How to Write

SPOILER WARNING – Despite the title, this isn’t really about how to write.


SPOILER WARNING – Despite the title, this isn’t really about how to write.

Bear with me a moment while I explain how I came to the idea for this post. Earlier today, due to some hacking attempts that I’d need a greater knowledge of computers to understand, Twitter and a bunch of other sites were taken off-line. (Twitter being the one I actually use, hence it gets first billing). That and a couple of recent things at work pointed out who reliant we are on computers and other tech. Not a terribly unique notion I’ll grant you, but sometimes you take things so much for granted that they become like background noise.

So what does this have to do with writing? Well, for me it’s more a question of the means you use to write. I remember talking once or twice before about the choice between writing by hand and writing on computer (or tablet, or phone). I don’t think I ever stated a preference for one over the other, I’m not even sure I have a preference. But there are certain benefits (for me) to each.

Writing by hand feels more immediate and often means I get a greater amount of continuous writing done. It also means there is a permanent (barring flood, fire or other misadventure) and tangible copy of the work. On the other hand, it does take up paper.

e-writing (Is that a word? It is now.) means it’s easier to have multiple drafts and back-ups, just in case of the aforesaid misadventure.
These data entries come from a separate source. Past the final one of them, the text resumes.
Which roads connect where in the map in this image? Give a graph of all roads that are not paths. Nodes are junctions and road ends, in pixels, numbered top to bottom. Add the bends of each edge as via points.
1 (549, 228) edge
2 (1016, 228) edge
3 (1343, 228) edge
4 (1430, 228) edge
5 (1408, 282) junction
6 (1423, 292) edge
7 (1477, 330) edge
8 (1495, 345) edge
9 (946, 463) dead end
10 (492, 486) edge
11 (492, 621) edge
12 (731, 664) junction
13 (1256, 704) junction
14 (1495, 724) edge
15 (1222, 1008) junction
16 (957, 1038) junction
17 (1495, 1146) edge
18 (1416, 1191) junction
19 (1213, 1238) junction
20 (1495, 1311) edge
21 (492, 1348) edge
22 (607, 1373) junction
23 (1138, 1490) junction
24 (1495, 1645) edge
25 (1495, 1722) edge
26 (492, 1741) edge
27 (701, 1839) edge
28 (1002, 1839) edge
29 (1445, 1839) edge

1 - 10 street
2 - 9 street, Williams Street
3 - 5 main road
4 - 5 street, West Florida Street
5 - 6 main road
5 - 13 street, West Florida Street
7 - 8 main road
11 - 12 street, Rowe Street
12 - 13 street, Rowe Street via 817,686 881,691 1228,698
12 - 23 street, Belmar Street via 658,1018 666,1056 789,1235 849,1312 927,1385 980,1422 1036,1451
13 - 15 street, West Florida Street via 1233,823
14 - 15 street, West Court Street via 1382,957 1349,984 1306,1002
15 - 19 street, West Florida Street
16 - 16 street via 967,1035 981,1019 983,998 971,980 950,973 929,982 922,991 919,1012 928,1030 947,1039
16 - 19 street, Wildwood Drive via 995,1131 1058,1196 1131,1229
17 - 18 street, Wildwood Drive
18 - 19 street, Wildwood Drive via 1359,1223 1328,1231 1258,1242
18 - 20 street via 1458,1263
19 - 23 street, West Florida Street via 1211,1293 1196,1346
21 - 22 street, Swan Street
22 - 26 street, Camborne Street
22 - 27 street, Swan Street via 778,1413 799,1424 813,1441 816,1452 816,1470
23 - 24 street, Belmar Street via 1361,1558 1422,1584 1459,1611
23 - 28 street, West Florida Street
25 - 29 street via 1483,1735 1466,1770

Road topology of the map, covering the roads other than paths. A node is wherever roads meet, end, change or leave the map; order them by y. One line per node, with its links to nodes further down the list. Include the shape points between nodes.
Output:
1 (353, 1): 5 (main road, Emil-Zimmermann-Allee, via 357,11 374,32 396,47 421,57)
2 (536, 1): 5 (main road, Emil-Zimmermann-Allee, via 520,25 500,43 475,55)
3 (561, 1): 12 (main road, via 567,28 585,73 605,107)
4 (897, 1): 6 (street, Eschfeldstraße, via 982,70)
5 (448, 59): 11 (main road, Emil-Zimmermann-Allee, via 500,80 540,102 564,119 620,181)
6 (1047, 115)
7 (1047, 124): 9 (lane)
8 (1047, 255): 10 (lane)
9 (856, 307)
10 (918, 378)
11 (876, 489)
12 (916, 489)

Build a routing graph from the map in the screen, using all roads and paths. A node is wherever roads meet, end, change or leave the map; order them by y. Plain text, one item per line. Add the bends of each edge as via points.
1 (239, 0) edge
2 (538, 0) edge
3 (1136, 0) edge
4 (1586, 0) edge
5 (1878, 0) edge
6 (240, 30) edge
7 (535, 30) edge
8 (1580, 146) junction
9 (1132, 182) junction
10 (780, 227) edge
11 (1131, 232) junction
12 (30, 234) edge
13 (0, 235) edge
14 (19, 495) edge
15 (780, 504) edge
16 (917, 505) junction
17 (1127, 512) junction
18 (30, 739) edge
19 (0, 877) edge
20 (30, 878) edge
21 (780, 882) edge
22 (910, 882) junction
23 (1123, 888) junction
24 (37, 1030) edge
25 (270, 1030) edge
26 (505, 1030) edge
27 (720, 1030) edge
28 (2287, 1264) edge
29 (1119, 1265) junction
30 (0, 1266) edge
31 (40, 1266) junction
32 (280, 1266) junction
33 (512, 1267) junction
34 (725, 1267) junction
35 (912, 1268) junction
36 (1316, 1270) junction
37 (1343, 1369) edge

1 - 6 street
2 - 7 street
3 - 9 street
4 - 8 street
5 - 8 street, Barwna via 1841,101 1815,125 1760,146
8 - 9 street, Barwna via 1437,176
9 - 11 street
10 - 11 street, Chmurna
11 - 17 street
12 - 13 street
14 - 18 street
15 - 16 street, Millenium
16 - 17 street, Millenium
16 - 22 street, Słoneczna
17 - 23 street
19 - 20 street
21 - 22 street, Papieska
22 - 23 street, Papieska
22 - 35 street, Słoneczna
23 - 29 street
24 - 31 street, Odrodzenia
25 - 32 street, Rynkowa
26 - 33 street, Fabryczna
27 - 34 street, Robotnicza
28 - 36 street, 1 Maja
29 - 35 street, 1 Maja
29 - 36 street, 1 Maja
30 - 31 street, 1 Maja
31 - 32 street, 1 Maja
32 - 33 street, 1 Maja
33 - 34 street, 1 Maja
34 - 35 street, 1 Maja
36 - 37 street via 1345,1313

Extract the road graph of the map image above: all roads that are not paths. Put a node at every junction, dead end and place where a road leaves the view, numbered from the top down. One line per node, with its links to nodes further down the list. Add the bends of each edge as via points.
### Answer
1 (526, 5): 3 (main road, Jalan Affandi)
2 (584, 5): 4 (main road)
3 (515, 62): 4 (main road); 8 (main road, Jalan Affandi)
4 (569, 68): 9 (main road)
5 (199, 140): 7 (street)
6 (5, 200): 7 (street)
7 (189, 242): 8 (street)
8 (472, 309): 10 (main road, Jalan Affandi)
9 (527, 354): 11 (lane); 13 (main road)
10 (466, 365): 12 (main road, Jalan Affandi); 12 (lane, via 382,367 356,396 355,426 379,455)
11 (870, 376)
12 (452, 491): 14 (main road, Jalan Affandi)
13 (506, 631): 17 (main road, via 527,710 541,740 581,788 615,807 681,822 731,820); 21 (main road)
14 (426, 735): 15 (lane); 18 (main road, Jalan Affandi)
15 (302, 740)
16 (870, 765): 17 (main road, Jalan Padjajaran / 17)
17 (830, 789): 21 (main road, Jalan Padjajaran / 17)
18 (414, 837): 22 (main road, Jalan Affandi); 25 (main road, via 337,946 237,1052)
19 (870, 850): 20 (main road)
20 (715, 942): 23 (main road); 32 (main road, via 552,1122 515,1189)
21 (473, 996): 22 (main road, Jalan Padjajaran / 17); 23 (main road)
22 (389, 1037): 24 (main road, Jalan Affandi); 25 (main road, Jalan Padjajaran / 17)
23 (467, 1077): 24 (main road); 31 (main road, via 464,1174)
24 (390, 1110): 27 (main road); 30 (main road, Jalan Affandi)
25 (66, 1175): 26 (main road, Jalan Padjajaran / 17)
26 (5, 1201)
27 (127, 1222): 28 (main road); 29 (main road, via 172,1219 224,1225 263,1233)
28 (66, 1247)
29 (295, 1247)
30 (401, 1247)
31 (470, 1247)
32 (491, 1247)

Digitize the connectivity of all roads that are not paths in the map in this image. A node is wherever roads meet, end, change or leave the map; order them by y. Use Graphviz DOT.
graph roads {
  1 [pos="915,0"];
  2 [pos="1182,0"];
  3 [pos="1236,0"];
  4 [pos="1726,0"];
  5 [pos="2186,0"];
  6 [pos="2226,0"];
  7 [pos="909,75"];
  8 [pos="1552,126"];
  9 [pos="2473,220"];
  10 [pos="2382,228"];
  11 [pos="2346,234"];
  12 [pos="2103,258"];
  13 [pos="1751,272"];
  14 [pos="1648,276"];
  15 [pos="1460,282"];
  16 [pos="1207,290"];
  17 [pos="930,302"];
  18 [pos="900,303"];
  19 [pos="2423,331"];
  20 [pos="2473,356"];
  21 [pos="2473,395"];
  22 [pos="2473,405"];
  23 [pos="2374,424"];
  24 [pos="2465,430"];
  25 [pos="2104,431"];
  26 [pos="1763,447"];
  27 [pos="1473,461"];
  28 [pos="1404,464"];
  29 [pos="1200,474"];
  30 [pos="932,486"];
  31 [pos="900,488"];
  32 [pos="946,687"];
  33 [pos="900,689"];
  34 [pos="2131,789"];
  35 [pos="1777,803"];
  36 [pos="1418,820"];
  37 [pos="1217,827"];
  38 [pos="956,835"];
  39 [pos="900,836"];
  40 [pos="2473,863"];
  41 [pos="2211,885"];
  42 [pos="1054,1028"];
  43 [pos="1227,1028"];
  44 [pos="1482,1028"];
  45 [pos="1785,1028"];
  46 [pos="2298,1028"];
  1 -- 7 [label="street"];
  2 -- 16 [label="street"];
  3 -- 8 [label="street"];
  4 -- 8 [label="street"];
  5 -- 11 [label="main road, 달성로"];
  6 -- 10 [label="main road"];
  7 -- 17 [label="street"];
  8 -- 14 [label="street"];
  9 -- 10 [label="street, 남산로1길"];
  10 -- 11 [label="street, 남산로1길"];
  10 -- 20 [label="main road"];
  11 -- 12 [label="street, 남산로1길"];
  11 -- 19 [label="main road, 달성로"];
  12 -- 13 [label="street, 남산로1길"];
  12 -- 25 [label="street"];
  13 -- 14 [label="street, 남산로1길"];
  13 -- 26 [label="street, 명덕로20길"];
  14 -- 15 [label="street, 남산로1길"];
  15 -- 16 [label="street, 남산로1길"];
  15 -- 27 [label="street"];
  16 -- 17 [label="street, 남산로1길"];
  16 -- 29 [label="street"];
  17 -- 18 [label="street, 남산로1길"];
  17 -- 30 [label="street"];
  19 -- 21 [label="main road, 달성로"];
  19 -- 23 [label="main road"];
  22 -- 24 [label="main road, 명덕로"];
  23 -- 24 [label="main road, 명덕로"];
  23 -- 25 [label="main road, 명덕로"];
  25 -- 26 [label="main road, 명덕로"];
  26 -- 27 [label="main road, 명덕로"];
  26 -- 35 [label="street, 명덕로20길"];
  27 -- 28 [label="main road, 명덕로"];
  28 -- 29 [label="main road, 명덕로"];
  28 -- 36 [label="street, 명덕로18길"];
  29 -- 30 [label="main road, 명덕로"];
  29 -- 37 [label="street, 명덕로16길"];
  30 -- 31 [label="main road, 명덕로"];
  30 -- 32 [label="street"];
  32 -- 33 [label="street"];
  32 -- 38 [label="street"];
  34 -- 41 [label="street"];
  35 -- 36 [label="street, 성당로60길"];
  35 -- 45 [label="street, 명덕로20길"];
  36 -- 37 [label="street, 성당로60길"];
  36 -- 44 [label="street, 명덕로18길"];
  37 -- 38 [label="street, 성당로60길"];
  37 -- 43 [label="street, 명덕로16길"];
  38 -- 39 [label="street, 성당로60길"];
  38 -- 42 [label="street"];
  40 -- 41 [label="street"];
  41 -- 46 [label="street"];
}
It’s also a lot easier to track my daily word count on a word.doc than it is on a written page. If you’ve read any of my goal posts, you’ll know this is a fairly common desire for me. I tend to find revising easier.

I might have been a little less than truthful saying I don’t have a preference. What seems to work for me is to do a first draft by hand, then type it up and do the subsequent revisions on the computer. So that’s what I’m tending to do, at least for now.